Wyreżyserowana przez Kingę Dębską historia rodzinna pt. "Moje córki krowy" zdobyła Nagrodę Dziennikarzy na 40. Festiwalu Filmowym w Gdyni. W obsadzie filmu są m.in.: Agata Kulesza, Gabriela Muskała, Marian Dziędziel oraz Marcin Dorociński.
Główne bohaterki "Moich córek krów" to wychowane w rodzinie z wyraźnie dominującym ojcem dwie siostry, które - postawione w sytuacji krytycznej - mimo wzajemnej niechęci muszą działać razem.

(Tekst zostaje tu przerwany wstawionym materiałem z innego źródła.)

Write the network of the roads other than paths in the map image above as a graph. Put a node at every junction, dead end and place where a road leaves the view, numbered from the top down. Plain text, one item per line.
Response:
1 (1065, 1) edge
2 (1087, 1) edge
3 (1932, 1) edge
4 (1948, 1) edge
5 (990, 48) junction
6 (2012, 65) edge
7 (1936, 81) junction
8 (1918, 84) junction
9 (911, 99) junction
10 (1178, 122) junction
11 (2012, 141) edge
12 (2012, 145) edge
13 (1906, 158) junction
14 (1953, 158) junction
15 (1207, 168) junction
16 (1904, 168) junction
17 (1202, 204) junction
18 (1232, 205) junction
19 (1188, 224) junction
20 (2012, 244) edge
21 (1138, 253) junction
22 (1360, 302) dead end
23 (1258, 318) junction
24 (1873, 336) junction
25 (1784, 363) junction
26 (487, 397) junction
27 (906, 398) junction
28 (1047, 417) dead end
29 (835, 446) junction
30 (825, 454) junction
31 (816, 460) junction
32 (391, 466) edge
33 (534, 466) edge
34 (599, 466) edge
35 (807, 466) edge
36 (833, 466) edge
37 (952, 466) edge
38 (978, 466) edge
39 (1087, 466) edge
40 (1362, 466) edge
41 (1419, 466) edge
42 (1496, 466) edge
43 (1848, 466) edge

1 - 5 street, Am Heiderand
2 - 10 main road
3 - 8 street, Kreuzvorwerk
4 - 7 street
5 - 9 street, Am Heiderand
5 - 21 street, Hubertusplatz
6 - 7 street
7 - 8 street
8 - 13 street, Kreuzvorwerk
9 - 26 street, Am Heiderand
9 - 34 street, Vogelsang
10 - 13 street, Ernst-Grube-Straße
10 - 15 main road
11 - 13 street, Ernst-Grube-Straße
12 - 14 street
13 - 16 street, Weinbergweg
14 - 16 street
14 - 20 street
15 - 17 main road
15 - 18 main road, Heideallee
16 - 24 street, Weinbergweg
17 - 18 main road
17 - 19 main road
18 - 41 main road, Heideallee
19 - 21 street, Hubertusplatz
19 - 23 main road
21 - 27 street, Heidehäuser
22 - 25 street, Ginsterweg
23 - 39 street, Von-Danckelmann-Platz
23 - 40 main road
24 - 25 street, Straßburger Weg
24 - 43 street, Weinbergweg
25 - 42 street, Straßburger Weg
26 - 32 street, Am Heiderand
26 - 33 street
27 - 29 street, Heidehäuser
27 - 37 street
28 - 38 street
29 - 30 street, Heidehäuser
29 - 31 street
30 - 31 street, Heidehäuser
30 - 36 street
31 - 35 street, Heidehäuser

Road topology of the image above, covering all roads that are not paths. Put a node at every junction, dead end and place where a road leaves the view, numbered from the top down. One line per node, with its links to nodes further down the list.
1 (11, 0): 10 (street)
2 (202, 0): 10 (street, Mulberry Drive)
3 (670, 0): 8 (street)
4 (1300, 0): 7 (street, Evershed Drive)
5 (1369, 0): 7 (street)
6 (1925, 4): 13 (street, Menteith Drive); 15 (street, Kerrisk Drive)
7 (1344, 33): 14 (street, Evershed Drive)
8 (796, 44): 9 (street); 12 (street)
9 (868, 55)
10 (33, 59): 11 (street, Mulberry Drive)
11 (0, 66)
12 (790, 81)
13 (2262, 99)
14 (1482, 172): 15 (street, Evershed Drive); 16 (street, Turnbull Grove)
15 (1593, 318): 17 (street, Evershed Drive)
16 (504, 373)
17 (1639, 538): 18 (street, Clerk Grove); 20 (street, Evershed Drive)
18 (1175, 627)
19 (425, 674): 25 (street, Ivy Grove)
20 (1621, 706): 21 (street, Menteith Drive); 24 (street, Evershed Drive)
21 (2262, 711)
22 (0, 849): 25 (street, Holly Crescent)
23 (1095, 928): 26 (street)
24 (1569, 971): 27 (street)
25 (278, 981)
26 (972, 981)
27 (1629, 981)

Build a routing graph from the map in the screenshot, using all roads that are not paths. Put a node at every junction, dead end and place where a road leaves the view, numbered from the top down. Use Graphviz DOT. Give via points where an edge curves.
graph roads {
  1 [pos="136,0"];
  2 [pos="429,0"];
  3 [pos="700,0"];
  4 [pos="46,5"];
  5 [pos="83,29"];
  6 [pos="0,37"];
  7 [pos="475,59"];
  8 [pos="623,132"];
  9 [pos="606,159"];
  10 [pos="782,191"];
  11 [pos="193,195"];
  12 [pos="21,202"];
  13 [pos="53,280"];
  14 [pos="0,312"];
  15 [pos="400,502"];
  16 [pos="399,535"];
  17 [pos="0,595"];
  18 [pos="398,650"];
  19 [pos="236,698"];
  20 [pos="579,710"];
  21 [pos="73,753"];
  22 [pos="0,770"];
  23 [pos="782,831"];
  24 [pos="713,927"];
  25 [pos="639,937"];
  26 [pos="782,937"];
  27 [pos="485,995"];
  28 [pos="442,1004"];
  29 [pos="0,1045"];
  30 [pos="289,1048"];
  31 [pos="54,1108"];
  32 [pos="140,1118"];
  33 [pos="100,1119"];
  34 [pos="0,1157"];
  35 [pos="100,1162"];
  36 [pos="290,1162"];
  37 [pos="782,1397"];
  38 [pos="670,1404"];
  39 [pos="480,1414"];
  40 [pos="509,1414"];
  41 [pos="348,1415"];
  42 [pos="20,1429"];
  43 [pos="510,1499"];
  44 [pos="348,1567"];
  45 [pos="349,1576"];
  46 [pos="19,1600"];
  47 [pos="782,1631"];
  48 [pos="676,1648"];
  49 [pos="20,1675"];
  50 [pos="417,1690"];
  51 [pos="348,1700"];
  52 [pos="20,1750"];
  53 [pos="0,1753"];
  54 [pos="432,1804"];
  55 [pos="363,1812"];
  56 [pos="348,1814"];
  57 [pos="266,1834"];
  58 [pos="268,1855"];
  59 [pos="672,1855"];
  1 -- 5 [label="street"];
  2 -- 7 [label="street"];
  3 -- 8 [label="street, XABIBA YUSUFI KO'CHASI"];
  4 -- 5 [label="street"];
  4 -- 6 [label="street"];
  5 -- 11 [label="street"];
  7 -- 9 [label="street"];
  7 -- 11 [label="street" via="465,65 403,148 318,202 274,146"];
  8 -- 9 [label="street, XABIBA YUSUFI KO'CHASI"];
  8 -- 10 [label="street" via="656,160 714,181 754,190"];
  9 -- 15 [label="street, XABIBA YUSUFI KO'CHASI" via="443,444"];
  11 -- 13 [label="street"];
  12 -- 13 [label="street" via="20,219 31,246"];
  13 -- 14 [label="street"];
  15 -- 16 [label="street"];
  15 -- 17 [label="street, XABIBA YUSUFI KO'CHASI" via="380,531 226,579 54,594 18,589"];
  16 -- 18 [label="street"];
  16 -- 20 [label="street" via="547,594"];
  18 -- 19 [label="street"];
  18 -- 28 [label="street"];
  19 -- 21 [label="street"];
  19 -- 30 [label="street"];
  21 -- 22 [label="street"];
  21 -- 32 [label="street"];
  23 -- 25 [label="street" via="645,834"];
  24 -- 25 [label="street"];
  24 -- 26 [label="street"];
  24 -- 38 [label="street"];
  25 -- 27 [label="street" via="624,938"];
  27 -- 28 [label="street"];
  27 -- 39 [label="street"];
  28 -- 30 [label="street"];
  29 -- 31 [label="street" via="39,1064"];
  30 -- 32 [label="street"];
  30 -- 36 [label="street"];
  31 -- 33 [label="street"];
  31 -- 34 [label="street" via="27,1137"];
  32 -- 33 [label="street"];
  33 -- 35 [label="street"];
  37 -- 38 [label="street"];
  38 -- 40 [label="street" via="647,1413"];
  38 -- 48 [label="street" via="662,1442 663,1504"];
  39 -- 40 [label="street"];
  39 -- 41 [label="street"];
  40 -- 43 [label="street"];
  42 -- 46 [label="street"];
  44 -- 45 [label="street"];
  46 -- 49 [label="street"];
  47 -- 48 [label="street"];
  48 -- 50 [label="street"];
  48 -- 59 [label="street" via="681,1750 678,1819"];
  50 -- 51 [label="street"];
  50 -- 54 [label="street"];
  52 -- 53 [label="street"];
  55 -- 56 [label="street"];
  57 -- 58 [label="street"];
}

Jedna z sióstr, Marta (Kulesza), odniosła sukces, jest znaną aktorką, gwiazdą seriali. Mimo sławy i pieniędzy, wciąż nie może ułożyć sobie życia. Samotnie wychowała dorosłą już córkę.
Druga z kobiet, Kasia (Muskała), w przeciwieństwie do silnej starszej siostry jest wrażliwa i ma skłonność do egzaltacji. Pracuje jako nauczycielka. Jej małżeństwu daleko do ideału - mąż (Dorociński) to życiowy nieudacznik, który bezskutecznie szuka pracy.
Siostry nie przepadają za sobą. Nagła choroba matki zmusza je jednak do wspólnego działania. Kobiety muszą zaopiekować się ukochanym, lecz despotycznym ojcem (Dziędziel).
Marta i Kasia stopniowo zbliżają się do siebie. Odzyskują utracony kontakt. A to wywołuje szereg tragikomicznych sytuacji.
Reżyserka i autorka scenariusza Kinga Dębska jest absolwentką znanej czeskiej szkoły filmowej FAMU (w której kształciła się też m.in. Agnieszka Holland).
Nagrodę Dziennikarzy przyznano przedostatniego dnia Festiwalu Filmowego w Gdyni, po zakończeniu cyklu pokazów prasowych filmów startujących w konkursie głównym.
Jubileuszowa 40. edycja najważniejszej imprezy poświęconej polskiej kinematografii potrwa do soboty. Gala rozdania nagród jury konkursu głównego – w którym zasiadają m.in. Allan Starski (przewodniczący jury) i Grażyna Szapołowska - odbędzie się w gdyńskim Teatrze Muzycznym.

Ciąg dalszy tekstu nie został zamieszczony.